I married a man who smoked three packs a day. After 11 years, we were divorced, and I married another heavy smoker. Please tell your readers (again) that secondhand smoke can be extremely hard on the lungs. I am living proof. I pose this question to "Disgusted in Cleveland" and anyone else who is hooked on tobacco: If you don't care about yourself, what about your family? One of them could end up like me.
-- Martha in Poughkeepsie
Dear Martha: Talk about the sins of the father (and mother) being visited upon the children. You are a prime example.
I read that the tobacco companies may have to pay billions of dollars to their victims, but what good will it do, now that their health is shot? Better the tobacco companies put that money into developing something that takes the carcinogenic substances out of cigars and cigarettes -- especially since, for too many smokers, quitting does not appear to be an option. They are hopelessly hooked.
Pray for tolerance
Dear Ann Landers: I attend a small church that seats, at most, about 100 people. There is an older gentleman who shows up every Sunday, and punctuates every phrase with "Hallelujah!" or "Amen!" or "That's right!" This irritates me to no end.
I know in some churches emotional comments such as these are welcome, but it is not the custom in my church, and I find it extremely disruptive.
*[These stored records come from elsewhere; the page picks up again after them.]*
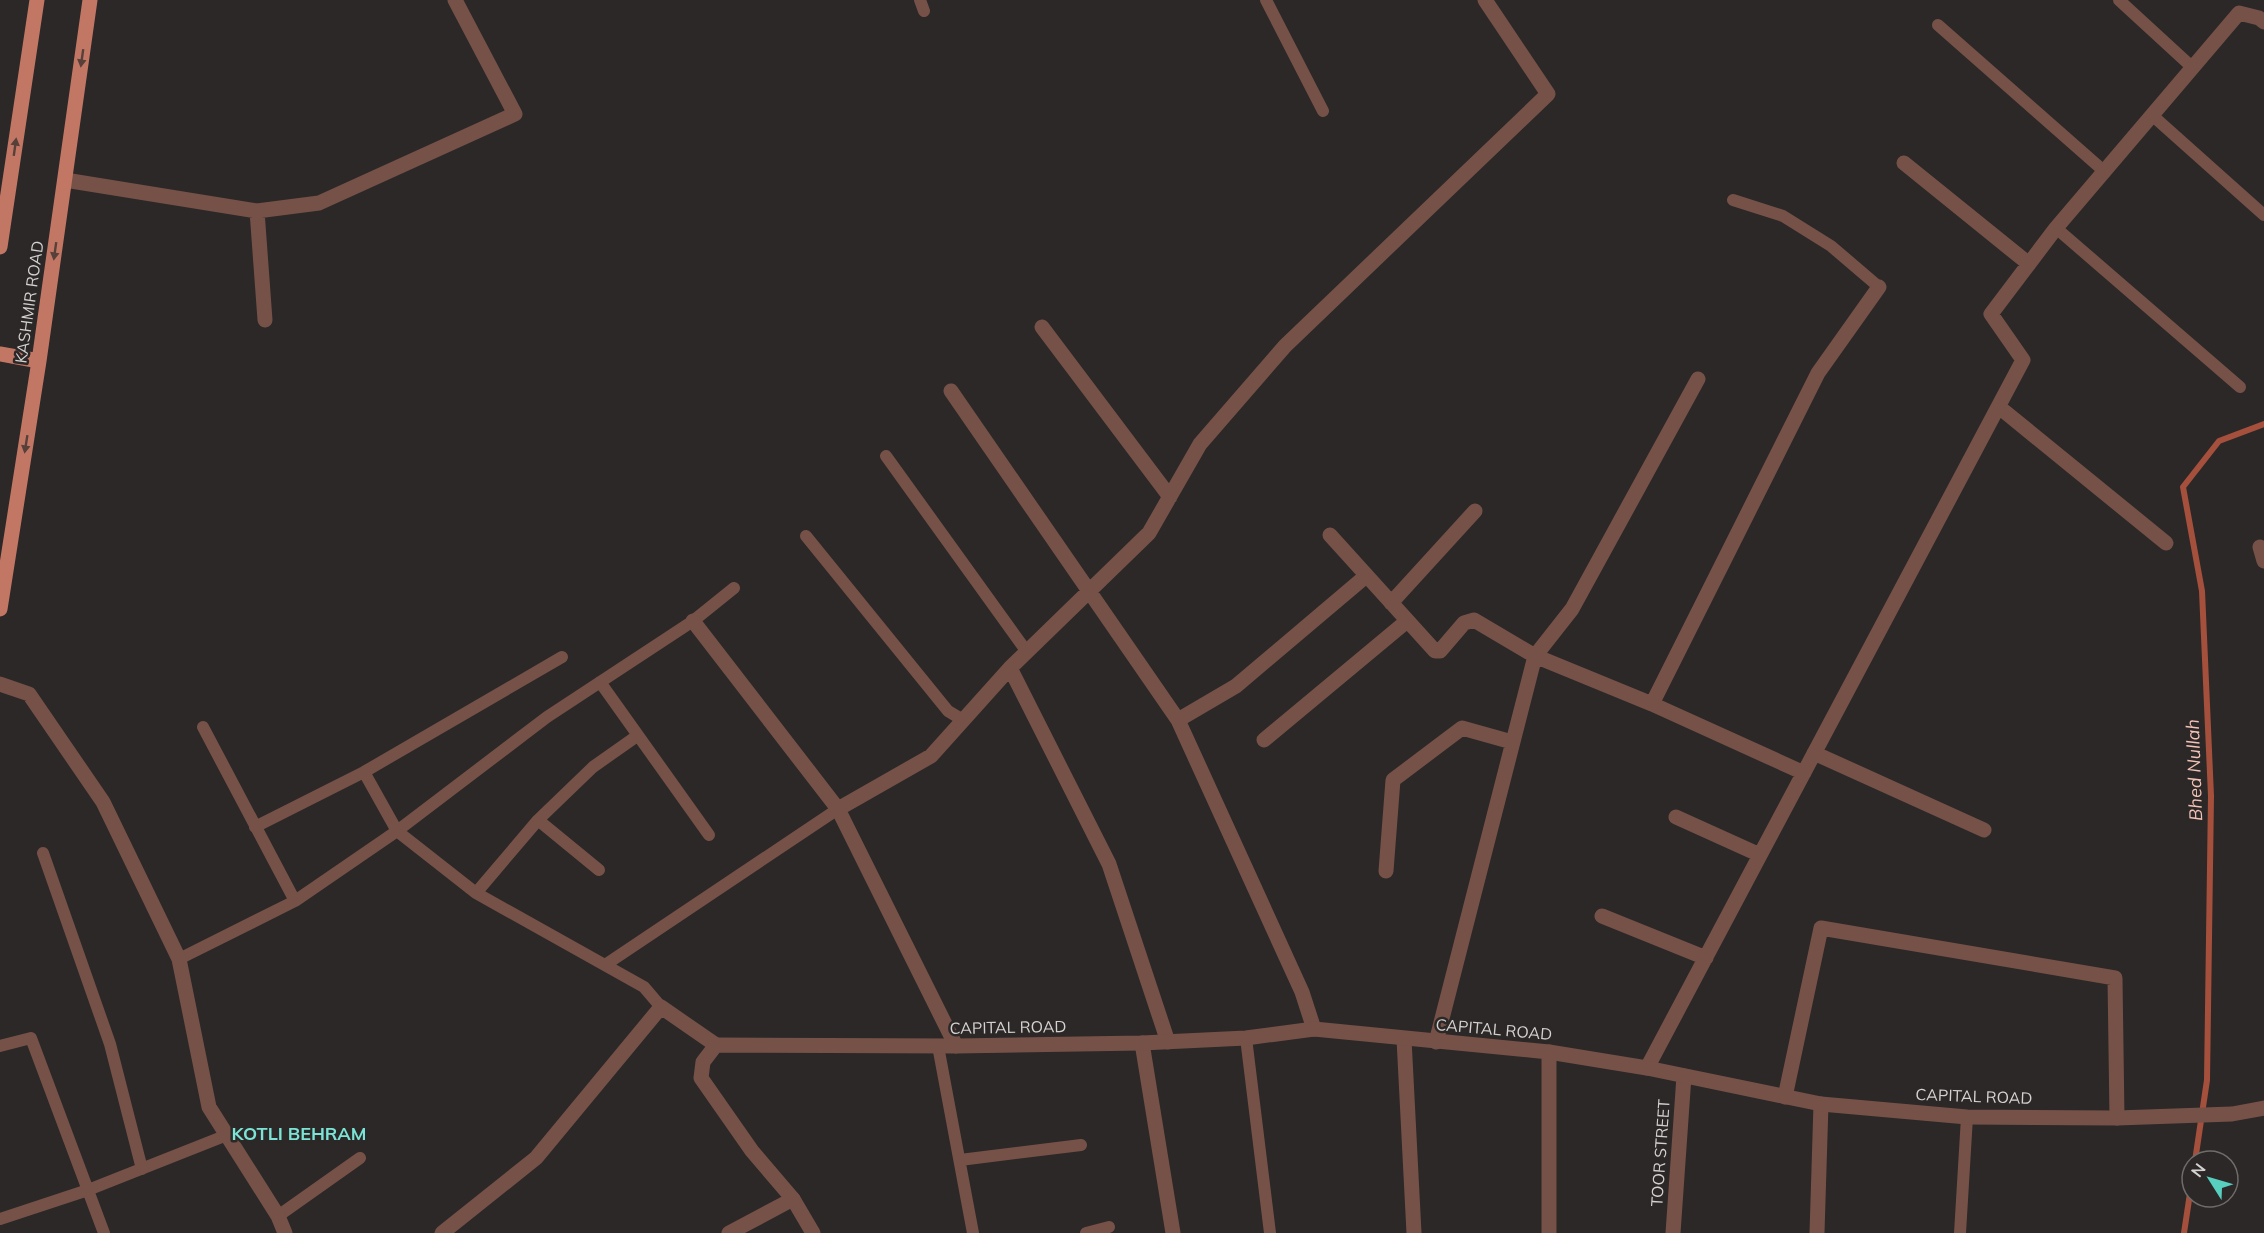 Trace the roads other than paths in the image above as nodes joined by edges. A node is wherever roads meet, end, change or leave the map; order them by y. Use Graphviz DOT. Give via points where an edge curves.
graph roads {
  1 [pos="36,0"];
  2 [pos="90,0"];
  3 [pos="455,0"];
  4 [pos="1266,0"];
  5 [pos="1485,0"];
  6 [pos="2119,0"];
  7 [pos="2262,17"];
  8 [pos="1938,25"];
  9 [pos="2193,68"];
  10 [pos="1323,111"];
  11 [pos="2153,116"];
  12 [pos="1904,163"];
  13 [pos="2104,172"];
  14 [pos="65,180"];
  15 [pos="1733,200"];
  16 [pos="256,211"];
  17 [pos="2264,215"];
  18 [pos="2056,228"];
  19 [pos="0,247"];
  20 [pos="2029,264"];
  21 [pos="1879,288"];
  22 [pos="265,320"];
  23 [pos="1042,327"];
  24 [pos="0,354"];
  25 [pos="39,361"];
  26 [pos="1698,380"];
  27 [pos="2240,387"];
  28 [pos="951,391"];
  29 [pos="1999,407"];
  30 [pos="885,456"];
  31 [pos="1170,497"];
  32 [pos="1475,511"];
  33 [pos="806,536"];
  34 [pos="1330,536"];
  35 [pos="2166,543"];
  36 [pos="1366,576"];
  37 [pos="734,588"];
  38 [pos="1088,591"];
  39 [pos="1391,603"];
  40 [pos="0,609"];
  41 [pos="693,621"];
  42 [pos="1407,621"];
  43 [pos="1026,652"];
  44 [pos="1535,656"];
  45 [pos="562,657"];
  46 [pos="1010,668"];
  47 [pos="600,682"];
  48 [pos="0,684"];
  49 [pos="1652,704"];
  50 [pos="963,720"];
  51 [pos="1178,720"];
  52 [pos="203,727"];
  53 [pos="637,736"];
  54 [pos="1264,740"];
  55 [pos="1512,742"];
  56 [pos="1814,753"];
  57 [pos="364,772"];
  58 [pos="1803,773"];
  59 [pos="838,809"];
  60 [pos="1676,817"];
  61 [pos="538,820"];
  62 [pos="255,827"];
  63 [pos="1984,830"];
  64 [pos="397,831"];
  65 [pos="709,835"];
  66 [pos="43,853"];
  67 [pos="1760,855"];
  68 [pos="599,870"];
  69 [pos="1386,871"];
  70 [pos="476,892"];
  71 [pos="296,901"];
  72 [pos="1602,916"];
  73 [pos="1706,958"];
  74 [pos="179,960"];
  75 [pos="606,965"];
  76 [pos="661,1007"];
  77 [pos="1314,1029"];
  78 [pos="1246,1038"];
  79 [pos="1404,1039"];
  80 [pos="1168,1042"];
  81 [pos="1436,1042"];
  82 [pos="1142,1043"];
  83 [pos="716,1045"];
  84 [pos="0,1046"];
  85 [pos="939,1046"];
  86 [pos="956,1046"];
  87 [pos="1549,1052"];
  88 [pos="1647,1068"];
  89 [pos="1684,1076"];
  90 [pos="1785,1097"];
  91 [pos="1821,1104"];
  92 [pos="2264,1108"];
  93 [pos="1967,1117"];
  94 [pos="2117,1118"];
  95 [pos="227,1136"];
  96 [pos="1081,1145"];
  97 [pos="360,1158"];
  98 [pos="960,1160"];
  99 [pos="142,1169"];
  100 [pos="88,1190"];
  101 [pos="793,1199"];
  102 [pos="278,1216"];
  103 [pos="0,1219"];
  104 [pos="1109,1227"];
  105 [pos="104,1233"];
  106 [pos="285,1233"];
  107 [pos="442,1233"];
  108 [pos="729,1233"];
  109 [pos="813,1233"];
  110 [pos="973,1233"];
  111 [pos="1086,1233"];
  112 [pos="1173,1233"];
  113 [pos="1270,1233"];
  114 [pos="1414,1233"];
  115 [pos="1550,1233"];
  116 [pos="1673,1233"];
  117 [pos="1817,1233"];
  118 [pos="1960,1233"];
  19 -- 1 [label="main road, one-way"];
  2 -- 14 [label="main road, KASHMIR ROAD, one-way"];
  3 -- 16 [label="street" via="515,114 319,203"];
  4 -- 10 [label="lane"];
  5 -- 31 [label="street" via="1548,94 1286,346 1200,444"];
  6 -- 9 [label="lane"];
  7 -- 9 [label="street" via="2239,13"];
  8 -- 13 [label="lane"];
  9 -- 11 [label="street"];
  11 -- 13 [label="street"];
  11 -- 17 [label="lane"];
  12 -- 20 [label="street"];
  13 -- 18 [label="street"];
  14 -- 16 [label="street"];
  14 -- 25 [label="main road, KASHMIR ROAD, one-way"];
  15 -- 21 [label="lane" via="1783,216 1831,246"];
  16 -- 22 [label="street"];
  18 -- 20 [label="street"];
  18 -- 27 [label="lane"];
  20 -- 29 [label="street" via="1991,314 2023,360"];
  21 -- 49 [label="street" via="1818,374"];
  23 -- 31 [label="street"];
  24 -- 25 [label="main road"];
  25 -- 40 [label="main road, KASHMIR ROAD, one-way"];
  26 -- 44 [label="street" via="1572,609"];
  28 -- 38 [label="street"];
  29 -- 35 [label="street"];
  29 -- 56 [label="street"];
  30 -- 43 [label="lane"];
  31 -- 38 [label="street" via="1149,533"];
  32 -- 39 [label="street"];
  33 -- 50 [label="lane" via="948,711"];
  34 -- 36 [label="street"];
  36 -- 39 [label="street"];
  36 -- 51 [label="street" via="1236,686"];
  37 -- 41 [label="lane"];
  38 -- 43 [label="street"];
  38 -- 51 [label="street"];
  39 -- 42 [label="street"];
  41 -- 47 [label="lane"];
  41 -- 59 [label="street"];
  42 -- 44 [label="street" via="1435,651 1440,651 1464,623 1474,620"];
  42 -- 54 [label="street"];
  43 -- 46 [label="street"];
  44 -- 49 [label="street"];
  44 -- 55 [label="street"];
  45 -- 57 [label="lane"];
  46 -- 50 [label="street"];
  46 -- 80 [label="street" via="1109,864"];
  47 -- 53 [label="lane"];
  47 -- 64 [label="lane" via="547,717"];
  48 -- 74 [label="street" via="28,694 103,802"];
  49 -- 58 [label="street"];
  50 -- 59 [label="street" via="931,756"];
  51 -- 77 [label="street" via="1302,992"];
  52 -- 62 [label="lane"];
  53 -- 61 [label="lane" via="593,767"];
  53 -- 65 [label="lane"];
  55 -- 69 [label="street" via="1462,728 1393,780"];
  55 -- 81 [label="street"];
  56 -- 58 [label="street"];
  56 -- 63 [label="street"];
  57 -- 62 [label="lane"];
  57 -- 64 [label="lane"];
  58 -- 67 [label="street"];
  59 -- 75 [label="lane"];
  59 -- 86 [label="street"];
  60 -- 67 [label="street"];
  61 -- 68 [label="lane"];
  61 -- 70 [label="lane"];
  62 -- 71 [label="lane"];
  64 -- 70 [label="lane"];
  64 -- 71 [label="lane"];
  66 -- 99 [label="lane" via="110,1044"];
  67 -- 73 [label="street"];
  70 -- 75 [label="lane"];
  71 -- 74 [label="lane"];
  72 -- 73 [label="street"];
  73 -- 88 [label="street"];
  74 -- 95 [label="street" via="209,1107"];
  75 -- 76 [label="lane" via="644,987"];
  76 -- 83 [label="street"];
  76 -- 107 [label="street" via="536,1158"];
  77 -- 78 [label="street, CAPITAL ROAD"];
  77 -- 79 [label="street, CAPITAL ROAD"];
  78 -- 80 [label="street, CAPITAL ROAD"];
  78 -- 113 [label="lane"];
  79 -- 81 [label="street, CAPITAL ROAD"];
  79 -- 114 [label="street"];
  80 -- 82 [label="street, CAPITAL ROAD"];
  81 -- 87 [label="street, CAPITAL ROAD"];
  82 -- 86 [label="street, CAPITAL ROAD"];
  82 -- 112 [label="street"];
  83 -- 85 [label="street, CAPITAL ROAD"];
  83 -- 101 [label="street" via="703,1062 701,1078 752,1151"];
  84 -- 100 [label="lane" via="31,1038"];
  85 -- 86 [label="street, CAPITAL ROAD"];
  85 -- 98 [label="lane"];
  87 -- 88 [label="street, CAPITAL ROAD"];
  87 -- 115 [label="street"];
  88 -- 89 [label="street, CAPITAL ROAD"];
  89 -- 90 [label="street, CAPITAL ROAD"];
  89 -- 116 [label="street, TOOR STREET"];
  90 -- 91 [label="street, CAPITAL ROAD"];
  90 -- 94 [label="street" via="1821,928 2115,978"];
  91 -- 93 [label="street, CAPITAL ROAD"];
  91 -- 117 [label="street"];
  92 -- 94 [label="street, CAPITAL ROAD" via="2232,1114"];
  93 -- 94 [label="street, CAPITAL ROAD"];
  93 -- 118 [label="lane"];
  95 -- 99 [label="lane"];
  95 -- 102 [label="street"];
  96 -- 98 [label="lane"];
  97 -- 102 [label="lane"];
  98 -- 110 [label="lane"];
  99 -- 100 [label="lane"];
  100 -- 103 [label="lane"];
  100 -- 105 [label="lane"];
  101 -- 108 [label="street"];
  101 -- 109 [label="street"];
  102 -- 106 [label="street"];
  104 -- 111 [label="lane"];
}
I cannot focus on the prayers or the readings when that man is constantly shouting and startling me. The pastor has had to pause several times during his sermons because of these interruptions, but he has never said anything directly to that overly zealous person.
This man is otherwise pleasant and unquestionably devout. Several weeks ago, I asked him if he could please keep it down because his shouting interferes with the service, but it has made no difference. I don't want to change churches, but it is important to me that I hear what is going on. Is there any way to handle this distraction without making a huge issue of it?
-- Niagara Falls
Dear Niagara: The elderly parishioner who is praising the Lord is "expressing himself." If the pastor does not object to his emotional outbursts, and no one else in the congregation complains, there is little you can do about it. Since you have asked him to keep it down, and he continues with the hallelujahs, I suggest you pray for tolerance, or look for another church.